* WORK INSTRUCTIONS: Show all lines containing "上尾道路" from the data below.
(EXTRACTED INFORMATION Opens)
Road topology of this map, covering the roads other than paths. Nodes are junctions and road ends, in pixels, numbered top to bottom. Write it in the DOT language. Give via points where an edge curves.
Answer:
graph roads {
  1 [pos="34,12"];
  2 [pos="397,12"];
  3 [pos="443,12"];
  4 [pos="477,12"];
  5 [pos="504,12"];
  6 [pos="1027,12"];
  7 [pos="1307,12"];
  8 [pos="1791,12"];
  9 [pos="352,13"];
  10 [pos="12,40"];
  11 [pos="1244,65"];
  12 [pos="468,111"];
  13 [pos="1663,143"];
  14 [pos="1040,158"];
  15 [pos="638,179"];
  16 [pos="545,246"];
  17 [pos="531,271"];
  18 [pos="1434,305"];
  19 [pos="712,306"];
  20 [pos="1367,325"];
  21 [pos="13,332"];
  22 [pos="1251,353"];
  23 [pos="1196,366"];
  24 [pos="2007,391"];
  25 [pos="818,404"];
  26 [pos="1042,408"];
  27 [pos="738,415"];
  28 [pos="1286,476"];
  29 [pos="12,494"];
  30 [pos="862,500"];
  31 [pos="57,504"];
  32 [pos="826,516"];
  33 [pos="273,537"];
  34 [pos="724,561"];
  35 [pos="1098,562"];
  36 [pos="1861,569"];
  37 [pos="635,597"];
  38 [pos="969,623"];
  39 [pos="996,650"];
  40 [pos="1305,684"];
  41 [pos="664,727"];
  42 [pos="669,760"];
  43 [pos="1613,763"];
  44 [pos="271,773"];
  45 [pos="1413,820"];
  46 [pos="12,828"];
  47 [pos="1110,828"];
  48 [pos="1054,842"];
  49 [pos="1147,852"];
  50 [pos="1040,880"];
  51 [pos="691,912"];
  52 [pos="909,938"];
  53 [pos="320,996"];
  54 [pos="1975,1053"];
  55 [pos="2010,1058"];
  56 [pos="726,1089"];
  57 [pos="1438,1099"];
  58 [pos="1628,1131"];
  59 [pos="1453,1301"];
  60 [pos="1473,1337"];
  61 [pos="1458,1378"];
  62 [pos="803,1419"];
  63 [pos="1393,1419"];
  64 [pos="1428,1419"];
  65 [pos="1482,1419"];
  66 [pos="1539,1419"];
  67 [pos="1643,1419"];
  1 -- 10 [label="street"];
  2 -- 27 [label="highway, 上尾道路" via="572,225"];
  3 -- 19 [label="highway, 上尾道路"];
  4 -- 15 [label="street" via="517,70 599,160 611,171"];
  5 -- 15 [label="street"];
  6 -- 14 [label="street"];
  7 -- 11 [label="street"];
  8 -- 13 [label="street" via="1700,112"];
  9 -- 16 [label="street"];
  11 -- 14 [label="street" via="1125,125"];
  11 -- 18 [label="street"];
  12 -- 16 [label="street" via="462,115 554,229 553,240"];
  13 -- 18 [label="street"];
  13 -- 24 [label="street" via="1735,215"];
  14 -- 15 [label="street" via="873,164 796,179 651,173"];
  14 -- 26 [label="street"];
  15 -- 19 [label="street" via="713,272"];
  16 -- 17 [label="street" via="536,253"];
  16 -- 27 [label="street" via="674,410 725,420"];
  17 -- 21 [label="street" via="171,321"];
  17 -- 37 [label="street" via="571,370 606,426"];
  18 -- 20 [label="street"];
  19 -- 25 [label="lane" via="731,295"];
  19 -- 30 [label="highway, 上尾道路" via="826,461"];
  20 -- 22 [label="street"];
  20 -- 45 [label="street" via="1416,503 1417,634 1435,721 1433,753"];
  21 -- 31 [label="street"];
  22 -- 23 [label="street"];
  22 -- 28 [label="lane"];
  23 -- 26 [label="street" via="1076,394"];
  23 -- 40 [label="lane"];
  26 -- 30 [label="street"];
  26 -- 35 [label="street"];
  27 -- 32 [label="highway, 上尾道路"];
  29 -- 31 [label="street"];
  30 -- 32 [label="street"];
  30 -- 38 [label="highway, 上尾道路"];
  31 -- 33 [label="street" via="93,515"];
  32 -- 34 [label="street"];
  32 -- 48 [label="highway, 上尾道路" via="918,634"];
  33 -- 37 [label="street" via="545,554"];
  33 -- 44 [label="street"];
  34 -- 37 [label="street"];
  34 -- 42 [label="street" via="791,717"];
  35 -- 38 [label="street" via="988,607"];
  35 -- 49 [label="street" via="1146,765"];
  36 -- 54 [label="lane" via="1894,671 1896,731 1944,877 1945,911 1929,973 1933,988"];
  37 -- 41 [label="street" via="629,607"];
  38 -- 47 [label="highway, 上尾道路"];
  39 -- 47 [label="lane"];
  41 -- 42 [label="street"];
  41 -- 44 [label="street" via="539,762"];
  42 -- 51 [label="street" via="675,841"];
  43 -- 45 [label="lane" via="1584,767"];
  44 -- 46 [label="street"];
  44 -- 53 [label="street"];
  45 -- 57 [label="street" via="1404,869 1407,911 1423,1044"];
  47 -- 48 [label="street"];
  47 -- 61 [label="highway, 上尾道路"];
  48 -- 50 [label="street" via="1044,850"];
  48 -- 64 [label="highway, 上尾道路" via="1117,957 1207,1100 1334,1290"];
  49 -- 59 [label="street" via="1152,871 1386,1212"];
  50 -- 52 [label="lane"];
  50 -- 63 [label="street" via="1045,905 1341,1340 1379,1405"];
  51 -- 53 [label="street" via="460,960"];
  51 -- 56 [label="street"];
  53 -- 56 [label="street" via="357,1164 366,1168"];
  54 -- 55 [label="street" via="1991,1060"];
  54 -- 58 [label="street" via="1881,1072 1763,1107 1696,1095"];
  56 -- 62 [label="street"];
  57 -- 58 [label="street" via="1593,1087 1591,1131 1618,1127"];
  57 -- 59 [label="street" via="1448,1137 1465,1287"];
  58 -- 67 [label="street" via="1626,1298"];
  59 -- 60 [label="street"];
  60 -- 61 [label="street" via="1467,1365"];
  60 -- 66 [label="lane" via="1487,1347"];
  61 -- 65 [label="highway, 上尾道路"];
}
(EXTRACTED INFORMATION Closes)
* EXPECTED ANSWER:
  2 -- 27 [label="highway, 上尾道路" via="572,225"];
  3 -- 19 [label="highway, 上尾道路"];
  19 -- 30 [label="highway, 上尾道路" via="826,461"];
  27 -- 32 [label="highway, 上尾道路"];
  30 -- 38 [label="highway, 上尾道路"];
  32 -- 48 [label="highway, 上尾道路" via="918,634"];
  38 -- 47 [label="highway, 上尾道路"];
  47 -- 61 [label="highway, 上尾道路"];
  48 -- 64 [label="highway, 上尾道路" via="1117,957 1207,1100 1334,1290"];
  61 -- 65 [label="highway, 上尾道路"];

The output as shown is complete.